2012 saw a dramatic increase in violations of religious freedoms in Cuba, says Christian Solidarity Worldwide (CSW).
The Cuban government has reportedly cracked down on religious organisations and believers in the last year.
CSW documented 120 reported cases of religious freedom in 2012, up from a total of 30 in 2011.
The number does not include those arrested and detained during Pope Benedict XVI's visit last March - estimated at 200.
Church leaders across Cuba reported ongoing violations in the final weeks of December.
An unregistered Protestant church affiliated with the Apostolic
Movement in Camaguey was threatened with demolition on 29 December. The
following day, nine women affiliated with the Ladies in White movement
in Holguin were arrested in the early hours of the morning and held in
prison until Sunday morning Mass had ended.
The crackdown has affected mainly Roman Catholic churches, but other denominations have also been hit.
Government officials refused to register some groups, including the fast-growing Protestant network the “Apostolic Movement”.

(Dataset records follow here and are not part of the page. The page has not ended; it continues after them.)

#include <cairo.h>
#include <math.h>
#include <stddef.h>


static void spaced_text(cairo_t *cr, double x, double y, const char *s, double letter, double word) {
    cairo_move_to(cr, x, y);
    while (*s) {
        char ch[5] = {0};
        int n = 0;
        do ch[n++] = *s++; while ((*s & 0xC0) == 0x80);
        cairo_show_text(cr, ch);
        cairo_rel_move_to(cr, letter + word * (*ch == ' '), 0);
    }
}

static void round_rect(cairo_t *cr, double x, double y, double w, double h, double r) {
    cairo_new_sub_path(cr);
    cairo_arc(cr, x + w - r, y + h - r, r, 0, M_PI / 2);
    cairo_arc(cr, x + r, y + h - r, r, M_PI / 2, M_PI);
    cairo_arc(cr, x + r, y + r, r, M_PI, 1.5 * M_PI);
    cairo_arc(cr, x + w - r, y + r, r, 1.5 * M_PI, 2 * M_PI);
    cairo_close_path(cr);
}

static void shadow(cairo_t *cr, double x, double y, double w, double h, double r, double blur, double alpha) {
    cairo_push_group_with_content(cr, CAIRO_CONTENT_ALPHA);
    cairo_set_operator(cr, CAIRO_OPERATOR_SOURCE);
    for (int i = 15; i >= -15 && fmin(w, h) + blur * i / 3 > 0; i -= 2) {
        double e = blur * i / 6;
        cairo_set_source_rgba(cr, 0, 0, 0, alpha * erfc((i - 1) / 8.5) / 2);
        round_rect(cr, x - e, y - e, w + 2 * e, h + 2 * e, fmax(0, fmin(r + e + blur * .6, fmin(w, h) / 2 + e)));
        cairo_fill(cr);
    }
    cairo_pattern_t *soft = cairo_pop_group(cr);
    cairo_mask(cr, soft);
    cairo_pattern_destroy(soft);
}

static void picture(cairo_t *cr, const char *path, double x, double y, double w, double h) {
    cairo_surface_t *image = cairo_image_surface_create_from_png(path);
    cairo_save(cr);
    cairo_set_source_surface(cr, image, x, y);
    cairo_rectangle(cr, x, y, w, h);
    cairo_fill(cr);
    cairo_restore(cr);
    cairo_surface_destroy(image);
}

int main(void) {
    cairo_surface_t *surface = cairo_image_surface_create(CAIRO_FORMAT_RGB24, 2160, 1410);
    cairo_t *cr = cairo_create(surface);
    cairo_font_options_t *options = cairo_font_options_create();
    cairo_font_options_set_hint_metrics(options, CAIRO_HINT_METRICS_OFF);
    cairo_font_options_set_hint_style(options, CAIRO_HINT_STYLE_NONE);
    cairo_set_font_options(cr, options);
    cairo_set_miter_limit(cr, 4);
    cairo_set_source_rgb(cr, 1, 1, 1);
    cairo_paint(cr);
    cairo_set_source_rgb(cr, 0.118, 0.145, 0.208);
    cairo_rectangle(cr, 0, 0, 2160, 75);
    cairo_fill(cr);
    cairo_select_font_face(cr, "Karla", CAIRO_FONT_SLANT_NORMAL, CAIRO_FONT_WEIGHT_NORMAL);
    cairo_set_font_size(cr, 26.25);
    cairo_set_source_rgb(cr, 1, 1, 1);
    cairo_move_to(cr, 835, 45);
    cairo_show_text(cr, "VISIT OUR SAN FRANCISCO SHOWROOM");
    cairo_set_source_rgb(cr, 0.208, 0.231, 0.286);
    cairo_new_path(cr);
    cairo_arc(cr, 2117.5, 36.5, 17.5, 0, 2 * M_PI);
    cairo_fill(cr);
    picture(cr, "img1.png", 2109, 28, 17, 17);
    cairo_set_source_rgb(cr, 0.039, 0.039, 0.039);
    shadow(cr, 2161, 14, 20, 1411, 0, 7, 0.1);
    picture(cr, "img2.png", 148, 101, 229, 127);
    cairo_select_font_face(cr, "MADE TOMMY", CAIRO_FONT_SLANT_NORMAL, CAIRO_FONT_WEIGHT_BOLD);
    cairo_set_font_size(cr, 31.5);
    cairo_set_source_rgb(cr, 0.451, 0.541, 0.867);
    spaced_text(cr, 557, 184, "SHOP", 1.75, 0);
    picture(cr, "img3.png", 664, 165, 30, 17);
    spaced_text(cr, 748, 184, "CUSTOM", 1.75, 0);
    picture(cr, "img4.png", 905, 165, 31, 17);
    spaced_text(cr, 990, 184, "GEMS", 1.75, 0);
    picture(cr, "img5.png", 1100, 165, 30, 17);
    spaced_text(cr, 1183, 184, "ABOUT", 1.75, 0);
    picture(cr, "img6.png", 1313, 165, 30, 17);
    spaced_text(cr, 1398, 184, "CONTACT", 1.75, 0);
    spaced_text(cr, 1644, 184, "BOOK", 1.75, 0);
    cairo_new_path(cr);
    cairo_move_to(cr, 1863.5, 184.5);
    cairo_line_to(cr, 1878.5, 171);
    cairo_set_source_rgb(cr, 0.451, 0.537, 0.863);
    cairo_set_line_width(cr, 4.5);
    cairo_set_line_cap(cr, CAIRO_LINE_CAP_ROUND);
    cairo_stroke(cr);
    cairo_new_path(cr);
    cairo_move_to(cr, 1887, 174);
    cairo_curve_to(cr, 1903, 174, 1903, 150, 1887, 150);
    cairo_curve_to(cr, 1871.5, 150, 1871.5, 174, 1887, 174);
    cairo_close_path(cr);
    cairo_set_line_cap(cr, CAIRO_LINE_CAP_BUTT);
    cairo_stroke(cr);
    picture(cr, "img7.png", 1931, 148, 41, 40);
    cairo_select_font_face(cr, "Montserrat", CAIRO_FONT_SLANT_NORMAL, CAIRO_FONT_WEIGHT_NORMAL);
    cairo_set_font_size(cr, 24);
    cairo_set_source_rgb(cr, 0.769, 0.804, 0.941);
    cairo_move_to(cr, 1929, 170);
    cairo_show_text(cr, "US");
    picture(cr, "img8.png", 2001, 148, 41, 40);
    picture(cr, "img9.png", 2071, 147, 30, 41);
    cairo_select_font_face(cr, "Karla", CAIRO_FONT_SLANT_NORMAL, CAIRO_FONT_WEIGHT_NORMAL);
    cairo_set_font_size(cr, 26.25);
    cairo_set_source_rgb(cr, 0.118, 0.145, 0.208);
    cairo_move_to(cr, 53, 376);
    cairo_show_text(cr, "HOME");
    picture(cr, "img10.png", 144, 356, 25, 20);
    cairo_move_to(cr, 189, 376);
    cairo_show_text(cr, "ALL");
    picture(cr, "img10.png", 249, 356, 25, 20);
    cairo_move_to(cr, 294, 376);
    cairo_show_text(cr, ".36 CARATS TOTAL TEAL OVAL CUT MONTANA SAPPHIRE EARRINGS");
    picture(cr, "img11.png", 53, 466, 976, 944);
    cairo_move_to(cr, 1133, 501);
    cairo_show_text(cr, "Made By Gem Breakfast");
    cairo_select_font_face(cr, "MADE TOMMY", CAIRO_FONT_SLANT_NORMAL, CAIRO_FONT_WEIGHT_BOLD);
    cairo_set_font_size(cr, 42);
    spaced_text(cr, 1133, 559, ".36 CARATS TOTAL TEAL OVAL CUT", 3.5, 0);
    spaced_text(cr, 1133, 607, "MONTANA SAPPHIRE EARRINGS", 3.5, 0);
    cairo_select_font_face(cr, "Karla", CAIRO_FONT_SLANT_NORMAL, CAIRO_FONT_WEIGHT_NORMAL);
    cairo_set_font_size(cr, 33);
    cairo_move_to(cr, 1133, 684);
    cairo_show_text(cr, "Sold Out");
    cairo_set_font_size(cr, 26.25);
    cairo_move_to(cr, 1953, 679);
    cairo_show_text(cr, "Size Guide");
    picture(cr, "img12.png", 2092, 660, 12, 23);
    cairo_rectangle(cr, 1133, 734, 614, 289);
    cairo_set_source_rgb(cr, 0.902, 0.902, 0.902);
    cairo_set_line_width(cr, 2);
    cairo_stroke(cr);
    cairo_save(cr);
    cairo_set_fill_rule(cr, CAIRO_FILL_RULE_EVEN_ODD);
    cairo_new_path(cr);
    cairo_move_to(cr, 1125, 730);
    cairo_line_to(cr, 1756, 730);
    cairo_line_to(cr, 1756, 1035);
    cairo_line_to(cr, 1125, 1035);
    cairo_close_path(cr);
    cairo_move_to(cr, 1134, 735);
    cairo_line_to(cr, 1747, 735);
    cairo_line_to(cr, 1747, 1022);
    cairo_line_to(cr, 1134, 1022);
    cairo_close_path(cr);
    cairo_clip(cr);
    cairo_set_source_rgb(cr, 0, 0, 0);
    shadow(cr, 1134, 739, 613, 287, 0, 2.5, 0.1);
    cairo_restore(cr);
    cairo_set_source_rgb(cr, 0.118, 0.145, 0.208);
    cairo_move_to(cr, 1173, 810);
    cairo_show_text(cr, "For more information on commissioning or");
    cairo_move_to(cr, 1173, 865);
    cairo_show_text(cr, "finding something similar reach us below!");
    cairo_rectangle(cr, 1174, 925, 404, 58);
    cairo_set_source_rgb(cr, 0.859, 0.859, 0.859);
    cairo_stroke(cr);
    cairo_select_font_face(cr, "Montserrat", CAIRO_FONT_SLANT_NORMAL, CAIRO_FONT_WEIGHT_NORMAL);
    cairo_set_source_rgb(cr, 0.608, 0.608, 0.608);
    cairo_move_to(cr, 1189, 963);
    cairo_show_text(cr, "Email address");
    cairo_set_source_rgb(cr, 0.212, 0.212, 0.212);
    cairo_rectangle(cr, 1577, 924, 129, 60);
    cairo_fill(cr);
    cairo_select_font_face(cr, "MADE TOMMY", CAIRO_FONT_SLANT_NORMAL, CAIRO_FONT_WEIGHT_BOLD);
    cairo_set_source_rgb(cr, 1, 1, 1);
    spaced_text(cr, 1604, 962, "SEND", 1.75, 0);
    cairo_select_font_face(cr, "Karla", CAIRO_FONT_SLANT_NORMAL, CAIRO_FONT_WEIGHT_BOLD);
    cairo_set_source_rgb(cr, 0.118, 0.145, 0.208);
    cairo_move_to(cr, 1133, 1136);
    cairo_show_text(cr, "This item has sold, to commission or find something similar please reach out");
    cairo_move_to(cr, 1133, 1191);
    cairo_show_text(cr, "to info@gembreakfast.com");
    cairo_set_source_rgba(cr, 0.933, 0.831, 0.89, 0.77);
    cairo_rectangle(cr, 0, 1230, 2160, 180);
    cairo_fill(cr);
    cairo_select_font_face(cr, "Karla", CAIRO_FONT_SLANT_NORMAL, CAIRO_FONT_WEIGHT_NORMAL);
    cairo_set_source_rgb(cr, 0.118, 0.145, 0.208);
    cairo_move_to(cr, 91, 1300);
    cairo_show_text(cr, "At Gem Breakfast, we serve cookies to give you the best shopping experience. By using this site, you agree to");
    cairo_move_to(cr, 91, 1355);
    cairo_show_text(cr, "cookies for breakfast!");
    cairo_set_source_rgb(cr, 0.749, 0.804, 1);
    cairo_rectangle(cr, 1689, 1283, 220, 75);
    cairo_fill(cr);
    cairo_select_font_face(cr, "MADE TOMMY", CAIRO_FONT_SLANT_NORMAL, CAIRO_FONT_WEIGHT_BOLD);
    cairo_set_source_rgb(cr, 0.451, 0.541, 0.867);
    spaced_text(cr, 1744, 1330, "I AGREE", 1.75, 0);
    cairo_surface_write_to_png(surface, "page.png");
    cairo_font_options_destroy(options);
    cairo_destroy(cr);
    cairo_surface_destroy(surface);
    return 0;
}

Pentecostal pastor, Reutilio Columbie, was badly beaten in Moa early
in the year, and suffered permanent brain damage as a result. He
believes local Communist Party officials were behind the attack, which
has yet to be investigated.
CSW is calling on the Cuban leader, Raul Castro, to ensure that
significant improvements are made in upholding religious freedom in
Mervyn Thomas, Chief Executive of CSW, said: “We are deeply concerned
by the rapid deterioration in religious freedom over the past year in
Cuba. Despite promises of privileges to some religious groups, Sunday
after Sunday the government continues to violate the most basic of
rights: the right to freely participate in religious services and form
part of a religious community without interference. Unregistered religious groups and registered groups that have
resisted government pressure have come under intense pressure, been
subjected to harassment and in the worst cases come under physical
attack or seen their buildings confiscated. The Cuban government’s claims of reform and respect for human rights
cannot be taken seriously unless these violations are addressed and
real protections for religious freedom for all put in place. We urge
Raul Castro to make this a priority of the government in 2013.”